There are some options like

  • If there are 4 cores, then use 1 for async tasks, and 3 for blocking tasks. (2 queues). The async queue will push the result to blocking queue for further processing

  • 1 queue with 4 cores. Every single worker will spawn many concurrent actors to perform tasks. This sounds better to me

  • … any?

  1. Have you thought about the backend DB to save the result of tasks? With message queues, we are moving toward the streaming processing style; the result of every single task might be super small, but there will be millions of tasks.
    The final result will need to be stored in a Cloud DB, but this Cloud DB only allows 50 concurrent connections, how should we do:
  • You can think of a shared DB session. But as we are using the distributed style, that is not feasible.

  • Then it would be better to save the results somewhere, and the push to the Cloud DB periodically.

  1. This is the method that I’ve been using to build ETLs, happy to hear ideas/feedback from you guys
  • For example, I want to get likes/views of all videos of a youtube channel:

  • With previous job queues like Faust, I first call the API (get_channel_detail), get the list of all videos in the channel. After getting a list of 10 video_id, I will post 10 messages back to the queue to trigger another function, this function (get_video_detail) will call the API to get the details, get the published_date for a video_id; if the video is published 100 days ago, I will need to send 100 other messages to get the daily trend…

    • The advantage of this method is that the get_video_detail is covered by the job queue, so it will retry if the server is busy or the worker dies; if 1 video dies, it doesn’t affect 9 others, we don’t have to run the whole 10 again… The framework has it own method to easily define the schedule that jobs run.
    • disadvantage: A parent task can’t tell whether all the jobs of its children are done. After sending out 100 messages with (video_id, date), the get_video_detail’s mission is done and it will be destroyed. You might be thinking why this is a problem… I’ll give a small example; everytime we update the data, we want to append data from the last few days only; we don’t want to get the whole history and replace… But for a newly added video, we need to get its whole historical data; which means that the Video table needs an indicator to tell whether it is new or not… So when to update that indicator, we need to know whether those 100 jobs are fully done, right? Then I need another cumberstone process to check that.

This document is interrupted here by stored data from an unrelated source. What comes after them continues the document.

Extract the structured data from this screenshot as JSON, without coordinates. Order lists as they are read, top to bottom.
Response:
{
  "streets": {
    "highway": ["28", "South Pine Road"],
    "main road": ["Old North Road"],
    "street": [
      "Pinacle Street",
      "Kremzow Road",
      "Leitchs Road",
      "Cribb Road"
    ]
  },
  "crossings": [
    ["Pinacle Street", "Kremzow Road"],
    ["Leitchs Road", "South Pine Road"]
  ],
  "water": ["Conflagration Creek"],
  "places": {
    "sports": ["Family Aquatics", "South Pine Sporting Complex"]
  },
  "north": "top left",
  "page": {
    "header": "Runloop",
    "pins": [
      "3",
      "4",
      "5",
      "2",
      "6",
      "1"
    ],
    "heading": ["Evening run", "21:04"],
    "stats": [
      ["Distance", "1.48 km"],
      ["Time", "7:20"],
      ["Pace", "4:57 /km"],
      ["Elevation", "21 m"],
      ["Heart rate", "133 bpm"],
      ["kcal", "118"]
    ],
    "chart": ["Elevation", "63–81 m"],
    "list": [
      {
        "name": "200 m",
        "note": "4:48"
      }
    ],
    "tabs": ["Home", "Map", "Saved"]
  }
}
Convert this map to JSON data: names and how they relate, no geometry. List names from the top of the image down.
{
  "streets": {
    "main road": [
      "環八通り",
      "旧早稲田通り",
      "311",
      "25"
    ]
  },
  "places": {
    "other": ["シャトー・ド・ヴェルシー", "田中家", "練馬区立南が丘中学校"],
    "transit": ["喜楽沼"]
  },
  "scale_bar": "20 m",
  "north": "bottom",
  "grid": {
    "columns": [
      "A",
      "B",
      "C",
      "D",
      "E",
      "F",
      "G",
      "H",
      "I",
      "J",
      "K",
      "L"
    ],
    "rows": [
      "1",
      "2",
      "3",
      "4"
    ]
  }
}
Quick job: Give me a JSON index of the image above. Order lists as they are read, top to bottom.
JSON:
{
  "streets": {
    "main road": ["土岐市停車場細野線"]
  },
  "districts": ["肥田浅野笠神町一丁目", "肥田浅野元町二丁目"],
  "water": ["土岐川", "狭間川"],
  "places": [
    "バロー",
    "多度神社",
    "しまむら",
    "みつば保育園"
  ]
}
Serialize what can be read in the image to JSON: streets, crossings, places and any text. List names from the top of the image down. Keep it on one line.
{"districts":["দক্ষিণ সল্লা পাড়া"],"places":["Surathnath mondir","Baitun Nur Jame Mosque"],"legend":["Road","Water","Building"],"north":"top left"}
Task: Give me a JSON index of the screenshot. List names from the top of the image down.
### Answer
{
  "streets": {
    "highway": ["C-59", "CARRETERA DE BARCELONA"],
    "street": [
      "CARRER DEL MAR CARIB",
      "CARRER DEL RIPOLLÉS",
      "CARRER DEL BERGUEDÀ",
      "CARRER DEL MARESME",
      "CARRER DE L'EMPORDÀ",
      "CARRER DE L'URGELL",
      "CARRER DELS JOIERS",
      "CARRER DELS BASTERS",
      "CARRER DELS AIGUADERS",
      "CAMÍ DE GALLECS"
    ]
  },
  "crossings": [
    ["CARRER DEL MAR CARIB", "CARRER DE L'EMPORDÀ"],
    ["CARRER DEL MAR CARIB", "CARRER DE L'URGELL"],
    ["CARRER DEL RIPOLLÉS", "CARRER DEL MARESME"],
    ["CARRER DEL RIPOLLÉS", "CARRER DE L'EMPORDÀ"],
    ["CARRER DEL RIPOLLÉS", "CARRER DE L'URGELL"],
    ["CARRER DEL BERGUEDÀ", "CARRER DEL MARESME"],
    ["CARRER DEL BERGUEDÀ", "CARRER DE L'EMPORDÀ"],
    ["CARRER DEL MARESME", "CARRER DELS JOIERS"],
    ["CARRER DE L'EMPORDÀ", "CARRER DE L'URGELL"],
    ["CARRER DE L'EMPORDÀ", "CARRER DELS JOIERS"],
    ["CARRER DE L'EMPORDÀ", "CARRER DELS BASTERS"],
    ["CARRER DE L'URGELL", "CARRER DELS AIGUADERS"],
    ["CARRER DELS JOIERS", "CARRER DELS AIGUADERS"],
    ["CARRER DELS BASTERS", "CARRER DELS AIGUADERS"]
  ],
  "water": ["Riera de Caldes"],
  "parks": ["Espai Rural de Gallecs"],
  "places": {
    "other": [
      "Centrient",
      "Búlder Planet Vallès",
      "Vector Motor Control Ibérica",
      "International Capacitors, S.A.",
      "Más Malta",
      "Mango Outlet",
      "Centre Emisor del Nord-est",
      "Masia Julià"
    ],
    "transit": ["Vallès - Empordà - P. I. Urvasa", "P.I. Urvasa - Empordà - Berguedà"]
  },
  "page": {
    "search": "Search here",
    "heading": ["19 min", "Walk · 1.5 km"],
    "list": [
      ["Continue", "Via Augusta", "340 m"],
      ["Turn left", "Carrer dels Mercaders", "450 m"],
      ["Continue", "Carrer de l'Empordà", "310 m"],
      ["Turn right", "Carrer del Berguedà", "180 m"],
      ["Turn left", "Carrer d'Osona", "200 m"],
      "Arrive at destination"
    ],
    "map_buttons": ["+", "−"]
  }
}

Ok you are again thinking that, why don’t I let the parent task wait for the children’s results… I have no idea how to manage the concurrency… If the server only allows 50 concurrent connections, how can you manage that? You don’t know in advance how many videos are in a channel, how many days for a video… The best way here to tell the Faust engine to limit 50 concurrent workers, then an awaiting parent task will occupy a worker.

  • With Ray core only, I first spawn a Supervisor blocking actor; on this actor, I use a BlockingSchedule(to keep the Actor alive, the AsyncSchedule + await sleep while True looks so ugly to me) from APScheduler. Then I use just the same method as above. Instead of sending messages, I spawn another actor, then send 10…100 messages concurrently to that actor… I’m still having the same pros and cons as above… But now I can’t even manage the Concurrency by any means lol; with RabbitMQ, maybe I can limit the global consumption rate? If I set the concurrency_rate for SupervisorActor, that won’t effect its grandchildren, right?

=> I would love to hear how I can improve this. How the Message Queue should be integrated in this case, and what advantages will it bring.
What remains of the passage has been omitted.